China, Vietnam and Russia have banned the import of milk powder and whey protein from the New Zealand dairy giant Fonterra after a botulism scare.
The company warned on Saturday that a batch of whey protein produced last year contained bacteria that could lead to the illness. The ingredient was exported to factories in China, Saudi Arabia, Vietnam, Thailand, Malaysia and Australia.
Chinese shops cleared hundreds of tonnes of food products from their shelves and officials in Wellington said Beijing had banned imports of all Fonterra milk powder and whey protein. They added that Moscow had banned all New Zealand dairy goods despite not receiving any of the affected products.
The US Centres for Disease Control and Prevention said botulism was a rare but serious paralytic illness which could be fatal. Symptoms included double vision, blurred vision, drooping eyelids, slurred speech, difficulty swallowing, dry mouth and muscle weakness.
The case is a blow to New Zealand, which has thrived on a reputation for high-quality food products. Dairy products account for about a quarter of its exports and the industry is worth £6.1bn. Fonterra is the world's fourth-largest dairy company and this year announced plans to build a new plant in China.
The scare is likely to cause particular concern in China, where consumers have increasingly turned to foreign products after numerous food scandals involving domestic goods.
Imported dairy goods are particularly popular because of the 2008 milk powder case, in which at least six infants died and 300,000 were made ill by melamine-tainted formula made by Sanlu.
Chinese customs data cited by state media said milk powder imports from New Zealand jumped 34.3% in the first half of this year, compared with the same period of 2012, to reach 371,000 tonnes. The country is New Zealand's biggest trading partner.
Fonterra's chief executive, Theo Spierings, told a press conference in Beijing on Monday that products containing the whey protein sold by Coca-Cola and the Chinese firm Wahaha – one of the country's biggest food producers – were safe.
"We regret the distress and anxiety which this issue could have caused," Spierings said. "Parents have the right to know that infant nutrition and other products are safe."
Fonterra said it had received no reports of any ill health linked to consumption of the affected products.
Coca-Cola said it had used 25kg (55lb) of the tainted protein in one batch of a Minute Maid drink that was shipped to three Chinese provinces, but that its own experts and external authorities had confirmed the products were safe.
"This is due to the ultra-high-temperature manufacturing process we use, and also the low acidity, which sanitises the final product," it said.
Wahaha was recalling affected products despite finding no signs of contamination in them, said the group's chairman, Zong Qinghou.

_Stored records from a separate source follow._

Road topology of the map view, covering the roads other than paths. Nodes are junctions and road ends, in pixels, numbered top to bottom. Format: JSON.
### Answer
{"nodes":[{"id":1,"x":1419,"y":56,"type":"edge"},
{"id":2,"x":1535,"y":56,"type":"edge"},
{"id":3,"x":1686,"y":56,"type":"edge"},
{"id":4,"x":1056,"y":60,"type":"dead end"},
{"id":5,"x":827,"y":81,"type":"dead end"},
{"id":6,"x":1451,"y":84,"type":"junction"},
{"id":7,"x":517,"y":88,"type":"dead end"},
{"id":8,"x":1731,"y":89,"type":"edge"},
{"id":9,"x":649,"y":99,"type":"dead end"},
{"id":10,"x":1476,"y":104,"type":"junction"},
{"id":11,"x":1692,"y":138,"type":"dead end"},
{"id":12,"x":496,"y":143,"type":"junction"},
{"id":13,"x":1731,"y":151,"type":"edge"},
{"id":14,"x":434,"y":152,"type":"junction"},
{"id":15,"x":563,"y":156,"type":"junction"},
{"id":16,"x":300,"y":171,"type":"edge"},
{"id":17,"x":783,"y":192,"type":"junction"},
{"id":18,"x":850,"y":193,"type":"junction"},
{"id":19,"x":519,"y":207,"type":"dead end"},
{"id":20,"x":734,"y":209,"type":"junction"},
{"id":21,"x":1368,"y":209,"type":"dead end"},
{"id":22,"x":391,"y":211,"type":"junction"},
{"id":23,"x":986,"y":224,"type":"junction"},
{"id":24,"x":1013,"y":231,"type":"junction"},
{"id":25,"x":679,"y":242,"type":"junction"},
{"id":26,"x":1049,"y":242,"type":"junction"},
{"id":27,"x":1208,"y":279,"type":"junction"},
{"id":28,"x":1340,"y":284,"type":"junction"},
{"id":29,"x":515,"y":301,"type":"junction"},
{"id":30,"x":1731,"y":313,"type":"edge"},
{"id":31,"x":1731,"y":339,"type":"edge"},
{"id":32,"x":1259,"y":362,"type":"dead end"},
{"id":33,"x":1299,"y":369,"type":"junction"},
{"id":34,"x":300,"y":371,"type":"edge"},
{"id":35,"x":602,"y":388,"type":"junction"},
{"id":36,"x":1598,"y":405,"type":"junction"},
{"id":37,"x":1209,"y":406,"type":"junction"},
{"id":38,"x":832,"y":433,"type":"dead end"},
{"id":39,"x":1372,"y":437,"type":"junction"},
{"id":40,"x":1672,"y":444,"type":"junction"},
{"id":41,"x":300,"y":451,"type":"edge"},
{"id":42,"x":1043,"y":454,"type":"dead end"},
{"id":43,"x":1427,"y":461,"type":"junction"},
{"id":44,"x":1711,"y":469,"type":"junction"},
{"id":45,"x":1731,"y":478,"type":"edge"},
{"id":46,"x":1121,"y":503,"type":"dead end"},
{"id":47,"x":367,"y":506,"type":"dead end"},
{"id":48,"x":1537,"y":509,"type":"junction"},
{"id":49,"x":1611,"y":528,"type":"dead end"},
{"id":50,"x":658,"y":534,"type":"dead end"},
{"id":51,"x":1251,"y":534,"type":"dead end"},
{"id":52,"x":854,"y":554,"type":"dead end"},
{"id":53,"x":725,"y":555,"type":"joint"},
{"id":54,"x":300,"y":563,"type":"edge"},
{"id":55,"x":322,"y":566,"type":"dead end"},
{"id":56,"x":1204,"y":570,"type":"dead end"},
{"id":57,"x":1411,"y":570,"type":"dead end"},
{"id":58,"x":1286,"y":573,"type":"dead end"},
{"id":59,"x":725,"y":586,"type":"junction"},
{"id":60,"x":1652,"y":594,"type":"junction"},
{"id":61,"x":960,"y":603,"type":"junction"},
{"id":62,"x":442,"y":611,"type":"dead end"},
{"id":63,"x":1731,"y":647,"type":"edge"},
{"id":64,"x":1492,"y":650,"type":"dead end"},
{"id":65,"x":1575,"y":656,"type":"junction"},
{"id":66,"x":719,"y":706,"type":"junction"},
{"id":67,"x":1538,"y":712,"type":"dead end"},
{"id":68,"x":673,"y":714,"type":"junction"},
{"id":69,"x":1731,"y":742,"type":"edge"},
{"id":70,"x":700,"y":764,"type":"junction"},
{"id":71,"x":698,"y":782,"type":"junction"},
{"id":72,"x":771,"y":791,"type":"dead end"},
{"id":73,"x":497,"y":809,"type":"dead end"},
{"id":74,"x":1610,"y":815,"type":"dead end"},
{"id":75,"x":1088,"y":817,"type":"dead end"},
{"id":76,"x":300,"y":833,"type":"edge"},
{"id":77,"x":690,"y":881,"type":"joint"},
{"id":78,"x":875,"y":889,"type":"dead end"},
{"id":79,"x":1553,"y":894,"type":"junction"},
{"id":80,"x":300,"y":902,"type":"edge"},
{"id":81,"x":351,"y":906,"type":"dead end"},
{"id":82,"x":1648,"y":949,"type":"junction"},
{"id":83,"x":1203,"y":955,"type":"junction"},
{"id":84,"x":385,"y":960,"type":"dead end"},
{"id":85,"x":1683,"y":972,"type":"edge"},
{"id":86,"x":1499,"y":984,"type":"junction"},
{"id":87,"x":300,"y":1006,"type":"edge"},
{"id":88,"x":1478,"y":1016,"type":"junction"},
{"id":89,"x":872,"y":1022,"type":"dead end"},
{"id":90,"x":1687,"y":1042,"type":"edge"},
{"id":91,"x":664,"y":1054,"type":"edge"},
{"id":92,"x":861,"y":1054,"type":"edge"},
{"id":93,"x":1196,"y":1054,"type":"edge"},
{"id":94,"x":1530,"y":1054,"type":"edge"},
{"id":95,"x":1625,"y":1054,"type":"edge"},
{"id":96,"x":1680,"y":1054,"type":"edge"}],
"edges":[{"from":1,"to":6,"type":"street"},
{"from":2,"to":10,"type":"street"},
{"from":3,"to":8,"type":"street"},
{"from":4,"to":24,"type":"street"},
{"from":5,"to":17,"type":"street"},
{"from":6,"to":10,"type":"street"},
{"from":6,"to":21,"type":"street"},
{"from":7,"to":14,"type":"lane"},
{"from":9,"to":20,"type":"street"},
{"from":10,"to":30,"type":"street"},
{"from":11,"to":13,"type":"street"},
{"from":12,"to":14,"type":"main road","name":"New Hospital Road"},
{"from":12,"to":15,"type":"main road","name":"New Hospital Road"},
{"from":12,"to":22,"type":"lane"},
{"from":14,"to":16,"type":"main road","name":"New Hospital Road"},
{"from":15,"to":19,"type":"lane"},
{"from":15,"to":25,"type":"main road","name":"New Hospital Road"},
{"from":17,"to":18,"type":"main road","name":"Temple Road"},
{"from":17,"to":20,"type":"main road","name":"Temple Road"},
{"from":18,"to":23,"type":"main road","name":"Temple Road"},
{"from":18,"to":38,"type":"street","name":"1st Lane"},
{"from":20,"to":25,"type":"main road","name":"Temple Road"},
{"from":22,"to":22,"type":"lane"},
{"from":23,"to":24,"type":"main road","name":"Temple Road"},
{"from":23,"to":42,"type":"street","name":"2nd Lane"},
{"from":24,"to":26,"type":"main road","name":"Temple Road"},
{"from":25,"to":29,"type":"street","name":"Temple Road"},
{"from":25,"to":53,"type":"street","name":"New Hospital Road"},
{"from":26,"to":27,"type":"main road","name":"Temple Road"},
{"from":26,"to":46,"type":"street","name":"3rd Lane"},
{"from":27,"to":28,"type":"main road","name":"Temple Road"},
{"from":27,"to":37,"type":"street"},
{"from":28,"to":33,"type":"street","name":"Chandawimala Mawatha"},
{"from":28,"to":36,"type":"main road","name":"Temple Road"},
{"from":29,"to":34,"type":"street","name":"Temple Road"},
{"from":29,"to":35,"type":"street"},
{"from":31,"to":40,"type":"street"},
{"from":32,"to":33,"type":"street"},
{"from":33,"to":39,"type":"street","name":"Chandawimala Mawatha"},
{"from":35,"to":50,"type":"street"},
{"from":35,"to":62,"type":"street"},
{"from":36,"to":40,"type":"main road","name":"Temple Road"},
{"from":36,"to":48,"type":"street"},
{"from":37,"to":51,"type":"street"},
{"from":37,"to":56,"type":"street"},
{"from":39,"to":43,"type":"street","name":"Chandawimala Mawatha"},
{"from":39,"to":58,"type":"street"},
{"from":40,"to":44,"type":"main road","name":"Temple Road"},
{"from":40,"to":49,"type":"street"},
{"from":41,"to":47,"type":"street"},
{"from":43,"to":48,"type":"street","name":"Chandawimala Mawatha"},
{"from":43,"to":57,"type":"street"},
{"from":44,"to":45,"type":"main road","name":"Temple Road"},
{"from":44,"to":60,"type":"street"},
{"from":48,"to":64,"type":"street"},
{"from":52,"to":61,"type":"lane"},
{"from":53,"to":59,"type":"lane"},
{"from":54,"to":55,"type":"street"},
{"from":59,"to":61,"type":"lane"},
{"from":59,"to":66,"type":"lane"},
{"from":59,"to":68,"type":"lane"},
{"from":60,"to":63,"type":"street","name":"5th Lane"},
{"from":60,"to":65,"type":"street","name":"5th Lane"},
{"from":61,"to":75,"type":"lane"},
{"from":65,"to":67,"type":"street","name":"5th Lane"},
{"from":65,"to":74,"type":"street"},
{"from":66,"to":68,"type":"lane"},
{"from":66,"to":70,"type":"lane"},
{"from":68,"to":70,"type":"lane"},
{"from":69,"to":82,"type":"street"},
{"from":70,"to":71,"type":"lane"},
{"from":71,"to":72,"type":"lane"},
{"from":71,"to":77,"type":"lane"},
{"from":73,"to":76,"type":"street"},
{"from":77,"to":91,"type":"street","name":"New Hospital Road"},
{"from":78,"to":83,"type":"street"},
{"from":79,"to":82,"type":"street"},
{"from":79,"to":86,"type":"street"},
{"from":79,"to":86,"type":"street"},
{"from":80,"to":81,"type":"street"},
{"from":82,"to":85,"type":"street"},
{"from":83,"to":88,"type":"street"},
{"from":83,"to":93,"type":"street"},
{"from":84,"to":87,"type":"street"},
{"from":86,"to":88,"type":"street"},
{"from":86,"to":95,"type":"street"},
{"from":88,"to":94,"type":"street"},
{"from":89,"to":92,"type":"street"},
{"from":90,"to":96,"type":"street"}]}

Other affected companies in China are Shanghai Tangjiu and Dumex Baby Food. Dumex had already sold more than 400 tonnes of milk powder products made with the affected whey protein, according to state media, citing Chinese safety authorities.
The New Zealand company Nutricia and Malaysia's Danone Dumex had also recalled some batches of baby milk.
Australian officials said they had quarantined potentially affected baby milk but did not believe it had gone on sale, while Thai officials were expected to make an announcement on Monday.
John Key, the New Zealand prime minister, questioned why the company waited until Friday to alert authorities to the risk. Tests highlighted a potential problem in March.
Fonterra said a product had tested positive in spring for Clostridium – the genus of bacteria which includes Clostridium botulinum, which causes botulism – but because most Clostridium strains are harmless it had had to carry out further tests to assess whether there was a risk.
In the 2008 melamine scandal, Fonterra blew the whistle on Sanlu, its Chinese business partner, after local officials failed to alert the central government to the contamination. That case prompted many Chinese families to turn to imported milk powder despite the higher cost.
Supermarkets in countries from Australia to the UK now limit how many cans of baby formula people can buy because Chinese visitors have been purchasing so many. Visitors to Hong Kong are greeted by announcements at the airport reminding them that they may not carry more than two cans to the mainland.
Yang Jing, a father from Zhengzhou in Henan province, said that he and his wife fed their child with imported Dutch milk powder and that the scare would not deter them from buying foreign formula.
He pointed out that unlike in the Sanlu scandal – where milk producers deliberately added melamine because it boosted their results in nutritional tests – the problems appeared to have occurred by accident.
"The problem was discovered by New Zealand, not China. I think the quality checking system in western countries is better than ours," he said.